Some films are too thought provoking for a non-educated filmgoer to appreciate on first viewing. That's what I credit a high-critic, low-public opinion ratio to. The opposite is true when you put "spectacle" in a movie. A movie can have a completely incoherent plot but if the gore, exposed body parts or explosions are remarkable, you'll get a low-critic, high-public rating.
I don't think this one's so hard to explain. This is the fourth installment in a franchise; people have a pretty good idea of what to expect from it, and they're not going to head out to theatres this early in its run unless they're already predisposed to liking it. But critics have to see it whether they're Underworld fanatics or not. And a lot of the reviewers in the Rotten Tomatoes survey have a bias against horror to begin with — I'm not talking about the most respected critics, but the guys at the minor daily papers who drifted into movie reviewing from the sports or local news pages. (Not that too many horror experts love Underworld either.) This is weirder, though, and I'm not really sure how to explain it. Yeah, it's an arty and abstract thriller, but still. I remember hearing about how audiences hated Drive, and yet Rotten Tomatoes still gives it 79% from audiences versus 93% from critics (and those scores were in the same ballpark back when it first came out). How about The Limey? Same director, screenwriter, and genre as Haywire. Let's see, critics 92%, audiences 75%. Still a smaller gap.

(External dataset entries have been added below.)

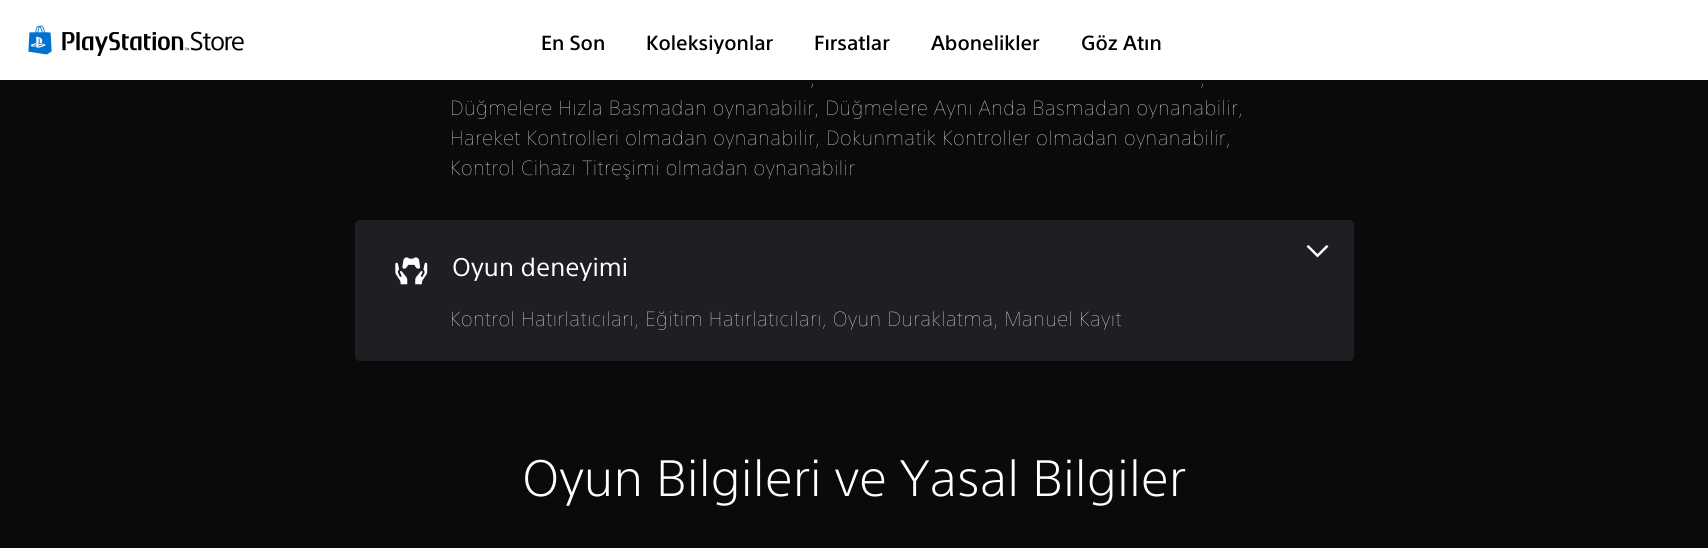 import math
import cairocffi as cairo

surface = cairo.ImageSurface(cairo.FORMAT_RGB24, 1708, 548)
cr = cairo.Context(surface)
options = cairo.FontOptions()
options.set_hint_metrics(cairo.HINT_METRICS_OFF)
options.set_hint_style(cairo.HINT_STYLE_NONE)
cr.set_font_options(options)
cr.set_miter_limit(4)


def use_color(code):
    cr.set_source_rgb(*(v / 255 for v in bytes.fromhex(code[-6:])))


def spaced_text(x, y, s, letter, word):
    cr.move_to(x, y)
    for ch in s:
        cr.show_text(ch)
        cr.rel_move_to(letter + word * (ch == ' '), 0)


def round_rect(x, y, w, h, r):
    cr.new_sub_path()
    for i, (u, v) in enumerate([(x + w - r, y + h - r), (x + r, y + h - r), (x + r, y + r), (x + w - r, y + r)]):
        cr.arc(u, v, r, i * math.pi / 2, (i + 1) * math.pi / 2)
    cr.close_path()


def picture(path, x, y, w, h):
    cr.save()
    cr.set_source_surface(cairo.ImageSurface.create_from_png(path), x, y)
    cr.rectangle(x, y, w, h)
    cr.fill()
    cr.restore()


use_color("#090a0a")
cr.paint()
use_color("#ffffff")
cr.rectangle(0, 0, 1708, 80)
cr.fill()
picture("img1.png", 28, 25, 24, 30)
picture("img2.png", 62, 31, 182, 25)
cr.select_font_face("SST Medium")
cr.set_font_size(20)
use_color("#000000")
cr.move_to(541, 50)
cr.show_text("En Son")
cr.move_to(646, 50)
cr.show_text("Koleksiyonlar")
cr.move_to(814, 50)
cr.show_text("Fırsatlar")
cr.move_to(931, 50)
cr.show_text("Abonelikler")
cr.move_to(1081, 50)
cr.show_text("Göz Atın")
cr.select_font_face("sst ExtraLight")
use_color("#ffffff")
spaced_text(810, 85, ",", 0.5, 0)
spaced_text(1200, 85, ",", 0.5, 0)
spaced_text(450, 115, "Düğmelere Hızla Basmadan oynanabilir, Düğmelere Aynı Anda Basmadan oynanabilir,", 0.5, 0)
spaced_text(450, 145, "Hareket Kontrolleri olmadan oynanabilir, Dokunmatik Kontroller olmadan oynanabilir,", 0.5, 0)
spaced_text(450, 175, "Kontrol Cihazı Titreşimi olmadan oynanabilir", 0.5, 0)
use_color("#1e1f23")
round_rect(355, 220, 999, 141, 5)
cr.fill()
use_color("#ffffff")
cr.set_fill_rule(cairo.FILL_RULE_EVEN_ODD)
cr.new_path()
cr.move_to(1306.5, 246.5)
cr.line_to(1308.5, 245)
cr.line_to(1317.5, 254)
cr.line_to(1326.5, 245)
cr.line_to(1328.5, 246.5)
cr.line_to(1317.5, 257.5)
cr.close_path()
cr.fill()
picture("img3.png", 395, 257, 33, 28)
cr.select_font_face("sst")
cr.set_font_size(25)
spaced_text(452, 276, "Oyun deneyimi", 0.1, 0)
cr.select_font_face("sst ExtraLight")
cr.set_font_size(20)
spaced_text(450, 326, "Kontrol Hatırlatıcıları, Eğitim Hatırlatıcıları, Oyun Duraklatma, Manuel Kayıt", 0.5, 0)
cr.select_font_face("sst Light")
cr.set_font_size(50)
spaced_text(522, 496, "Oyun Bilgileri ve Yasal Bilgiler", 0.1, 0)
surface.write_to_png("result.png")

I also suspect that it has as much to do with film critics giving their favorite filmmaker/actor, etc. a pass and the same for audiences. Some films so radically defy expectations that they fail to resonate when released (for example the 1982 "The Thing" which is largely acknowledged as one of John Carpenter's best films NOW but was roasted by critics at the time and a box office failure due to critical reaction/timing or Roger Ebert's initial reaction to lynch's "Blue Velvet"). The best way to truly find out the value of a film is time. "Vertigo" got mediocre reviews when it was released and didn't rise in appreciation until the 1960's and the reassessment of the New Wave directors/writers.
In the case of Haywire, as I understand it, it's a basic agent-gone-rogue story. But what is really interesting this time around is that Gina Carano can truly kick *ss and it comes across in the movie.